La communauté tamoule est socio-économiquement fragilisée après la guerre et fait face à un climat d’impunité pour les exactions commises durant le conflit. La militarisation du nord et de l’est s’est accentuée depuis l’arrivée au pouvoir de Gotabhaya Rajapaksa, avec la réinstauration de checkpoints et contrôles pour se rendre au nord. Les familles, associations de victimes et ONG, ayant ouvertement appelé les autorités à rendre des comptes sur le sort de leurs proches disparus ou fait campagne pour obtenir justice, n’osent plus afficher leur opposition, craignant de subir des tentatives d’intimidation ou de harcèlement de la part du gouvernement actuel.

Ce climat de peur touche également les musulmans, victimes d’une rhétorique islamophobe, cultivée depuis plusieurs années par le BBS. Dans un discours similaire au Bharatiya Janata Party en Inde, le BBS, soutenu par les partis politiques cinghalais et allié depuis 2014 au 969 Movement de Wirathu au Myanmar, blâme les musulmans de contrôler l’économie, d’organiser des campagnes de stérilisation et de conversion forcées de bouddhistes à l’islam.
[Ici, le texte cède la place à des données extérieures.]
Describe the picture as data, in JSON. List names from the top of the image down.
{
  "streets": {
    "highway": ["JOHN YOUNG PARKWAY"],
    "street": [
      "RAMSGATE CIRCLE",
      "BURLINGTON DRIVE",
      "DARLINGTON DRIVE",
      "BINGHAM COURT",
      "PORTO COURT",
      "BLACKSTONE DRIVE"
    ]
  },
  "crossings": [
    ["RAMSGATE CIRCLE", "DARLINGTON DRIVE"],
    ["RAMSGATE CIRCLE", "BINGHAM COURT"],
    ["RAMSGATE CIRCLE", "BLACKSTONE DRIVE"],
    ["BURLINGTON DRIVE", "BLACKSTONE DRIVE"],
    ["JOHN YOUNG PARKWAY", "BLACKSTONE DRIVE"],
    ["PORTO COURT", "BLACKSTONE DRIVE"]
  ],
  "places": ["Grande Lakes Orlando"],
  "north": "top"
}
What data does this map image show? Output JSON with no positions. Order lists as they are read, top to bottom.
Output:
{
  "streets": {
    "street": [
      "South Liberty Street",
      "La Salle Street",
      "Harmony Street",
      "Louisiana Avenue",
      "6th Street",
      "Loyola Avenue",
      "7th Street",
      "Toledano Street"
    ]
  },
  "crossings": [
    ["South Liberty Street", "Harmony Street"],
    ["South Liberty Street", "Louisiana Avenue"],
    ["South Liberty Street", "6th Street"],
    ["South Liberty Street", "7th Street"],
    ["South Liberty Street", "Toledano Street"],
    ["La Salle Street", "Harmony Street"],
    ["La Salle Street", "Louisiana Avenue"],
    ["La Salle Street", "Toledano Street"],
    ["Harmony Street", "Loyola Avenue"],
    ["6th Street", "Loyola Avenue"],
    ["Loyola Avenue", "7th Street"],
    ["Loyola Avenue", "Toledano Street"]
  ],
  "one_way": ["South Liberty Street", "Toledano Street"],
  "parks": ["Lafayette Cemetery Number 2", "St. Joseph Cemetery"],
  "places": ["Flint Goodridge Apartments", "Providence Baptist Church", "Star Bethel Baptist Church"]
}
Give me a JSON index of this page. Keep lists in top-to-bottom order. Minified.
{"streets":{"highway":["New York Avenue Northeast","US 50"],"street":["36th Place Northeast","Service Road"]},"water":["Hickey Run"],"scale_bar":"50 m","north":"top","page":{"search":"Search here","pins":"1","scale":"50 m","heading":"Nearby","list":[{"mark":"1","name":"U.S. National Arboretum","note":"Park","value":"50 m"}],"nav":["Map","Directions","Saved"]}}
Le BBS a également été à l’origine ou a encouragé de violentes attaques contre des commerces, foyers et mosquées en 2014 dans le district d’Ampara, en 2017 à Gintota, en 2018 à Kandy (où la population a répondu à des appels à la violence sur les réseaux sociaux) et en 2019, en représailles aux attentats terroristes du dimanche de Pâques, perpétrés par des jihadistes sri lankais ayant rejoint Daech. Les attaques terroristes de 2018 ont particulièrement bouleversé le pays.

Il en est de même pour l’instrumentalisation par les partis politiques et factions nationalistes. Ce constat vaut aussi pour la réponse gouvernementale aux attaques, à travers la prise de mesures discriminatoires telles que l’interdiction de la burqa intégrale, ont considérablement renforcé ce sentiment d’islamophobie.

Ces attaques terroristes ont également ébranlé les chrétiens sri lankais, considérés comme communauté fédératrice à travers les ethnies. Mis à part les accusations de conversions forcées, la communauté chrétienne fut relativement épargnée par les attaques violentes jusqu’à l’après-guerre, où des incidents à caractère discriminatoire contre des croyants ou églises ont été relevés.

Des solutions dans un contexte hostile à la réconciliation

La richesse et la vivacité de la société civile sri lankaise ont permis de créer des initiatives diversifiées afin de répondre à la complexité des tensions ethno-religieuses et y remédier par le dialogue interethnique et interreligieux. La construction d’une paix durable passe par l’établissement de mécanismes de justice indépendants mais également l’implication des communautés, meurtries par le conflit et les discriminations grandissantes.

L’ONG National Peace Council of Sri Lanka, fondée en 1995 en réponse aux violences durant les élections de 1994, mobilise la population en faveur de la paix, à travers des formations et des dialogues entre communautés. L’organisation a mis en place des sessions de formations sur le pluralisme des comités interreligieux. Ces comités comprennent des leaders religieux, des fonctionnaires, officiers de police et membres de la société civile.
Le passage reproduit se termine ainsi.